I lettori ci scrivono

Il pressapochismo della politica scolastica nazionale

Le legislature e i governi si susseguono.
Tutti riconoscono l’aspetto dolente della scuola.
Tutti affermano la necessità di elaborare interventi mirati: bisogna sanare le carenze segnalate dalle rilevazioni nazionali e da quelle internazionali, si devono evitare gli abbandoni, è necessario favorire l’integrazione e combattere le disparità territoriali … e la tentazione di riformarla è molto, molto forte.

Tentazione stimolata da un preconcetto: le scelte fatte dai predecessori sono inefficaci, da qui discende la necessità di rielaborarne le strategie. Eppure il buon padre di famiglia, prima di cassare le scelte compiute, analizza la loro applicazione al fine di rimuovere eventuali errori realizzativi e di individuare i miglioramenti necessari.

I decreti delegati del 1974 siano d’esempio: hanno radicalmente modificato la struttura organizzativa delle scuole. Gli avanzamenti culturali e scientifici sono il loro architrave: la cultura sistemica è il loro leitmotiv; il modello gerarchico-lineare, che accentrava nella dirigenza tutte le attribuzioni didattiche e amministrative, è abbandonato; le responsabilità decisionali sono distribuite tra i diversi organi di governo.

Nel 2008, visto il fallimento del cambiamento atteso, è iniziato il percorso di rimodellazione della scuola, cammino che la legge 107/2015 ha compendiato.  Nella presentazione del disegno di legge 953/08 è stato affermato ”I poteri riconosciuti agli organi collegiali sono stati di fatto esautorati dall’eccessivo formalismo centralistico e dalla limitatezza delle risorse, e ciò ha determinato una continua deresponsabilizzazione della componente dei genitori e l’affievolirsi della loro partecipazione”.

Una diagnosi fantasiosa, senza fondamento oggettivo: non ha senso invocare il centralismo formalistico per giustificare la mancata convocazione dell’organismo strategico delle scuole su questioni vitali, proprio quelle che contengono i germi della partecipazione. Questa è l’origine della deresponsabilizzazione: la presidenza del Consiglio di Circolo/di Istituto, organismo di vertice, responsabile del Piano Triennale dell’Offerta Formativa, appartiene a un genitore. Anche la limitatezza delle risorse è una falsità: la ristrutturazione organizzativa è a costo zero.

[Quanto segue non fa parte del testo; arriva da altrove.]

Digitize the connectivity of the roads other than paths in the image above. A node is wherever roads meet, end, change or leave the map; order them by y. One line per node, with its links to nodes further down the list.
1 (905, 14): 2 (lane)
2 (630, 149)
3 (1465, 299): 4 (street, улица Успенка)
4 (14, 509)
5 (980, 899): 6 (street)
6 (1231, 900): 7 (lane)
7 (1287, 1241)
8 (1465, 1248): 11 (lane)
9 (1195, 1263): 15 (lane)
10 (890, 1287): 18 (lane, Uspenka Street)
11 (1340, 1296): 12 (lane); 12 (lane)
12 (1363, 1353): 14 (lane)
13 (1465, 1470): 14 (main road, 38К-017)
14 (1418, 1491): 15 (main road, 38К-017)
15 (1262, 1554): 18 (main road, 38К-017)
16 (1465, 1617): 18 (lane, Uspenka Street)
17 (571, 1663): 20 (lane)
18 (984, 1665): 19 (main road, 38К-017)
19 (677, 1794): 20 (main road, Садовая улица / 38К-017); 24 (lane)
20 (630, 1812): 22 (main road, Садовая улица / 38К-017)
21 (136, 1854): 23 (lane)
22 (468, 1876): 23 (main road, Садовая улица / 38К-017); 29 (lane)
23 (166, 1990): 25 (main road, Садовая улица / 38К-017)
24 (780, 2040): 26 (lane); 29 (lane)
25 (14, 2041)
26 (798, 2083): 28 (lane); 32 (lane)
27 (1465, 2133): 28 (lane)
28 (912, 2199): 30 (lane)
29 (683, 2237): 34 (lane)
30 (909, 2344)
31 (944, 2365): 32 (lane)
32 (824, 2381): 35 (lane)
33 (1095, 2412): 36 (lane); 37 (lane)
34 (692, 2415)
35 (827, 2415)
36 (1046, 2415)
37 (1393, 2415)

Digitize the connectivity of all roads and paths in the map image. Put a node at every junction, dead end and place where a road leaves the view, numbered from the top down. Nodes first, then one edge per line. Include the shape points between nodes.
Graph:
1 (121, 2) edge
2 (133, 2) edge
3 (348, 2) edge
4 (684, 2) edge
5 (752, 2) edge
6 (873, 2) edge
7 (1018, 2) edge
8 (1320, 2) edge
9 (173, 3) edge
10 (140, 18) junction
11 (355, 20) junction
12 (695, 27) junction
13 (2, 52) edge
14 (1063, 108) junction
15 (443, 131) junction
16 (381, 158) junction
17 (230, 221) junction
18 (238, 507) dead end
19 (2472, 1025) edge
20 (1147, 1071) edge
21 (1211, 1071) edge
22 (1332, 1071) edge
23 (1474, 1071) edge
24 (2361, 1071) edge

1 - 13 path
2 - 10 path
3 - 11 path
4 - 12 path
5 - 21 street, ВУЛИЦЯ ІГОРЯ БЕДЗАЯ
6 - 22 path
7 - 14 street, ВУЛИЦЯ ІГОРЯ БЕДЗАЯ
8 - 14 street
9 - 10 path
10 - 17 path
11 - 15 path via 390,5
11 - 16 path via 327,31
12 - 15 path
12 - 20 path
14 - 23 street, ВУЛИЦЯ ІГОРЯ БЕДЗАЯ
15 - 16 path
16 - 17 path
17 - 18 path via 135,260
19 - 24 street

L’itinerario restauratore è proseguito, senza interruzioni, nelle commissioni cultura di Camera e Senato per sfociare, nel 2015, nel testo della cosiddetta buona scuola. Una legge che, oltre a calpestare i dettami delle scienze dell’organizzazione, contiene un colossale errore, la cui gravità trascende l’ambito scolastico.

Ecco perché.
Il suo titolo si rapporta al concetto “sistema”e il paragrafo 7 ne specifica il relativo orientamento: sono elencati gli “obiettivi formativi ritenuti prioritari”.  Questi corrispondono al comportamento che gli studenti devono dimostrare al termine dei percorsi scolastici: la governabilità della scuola dipende dalla loro precisa enunciazione. Un vincolo che è stato disatteso: agli obiettivi formativi sono state mescolate le responsabilità dell’istituzione. Si tratta di un indiscutibile sintomo dell’assenza di cultura progettuale, che è la “sostanza” dell’autonomia delle scuole.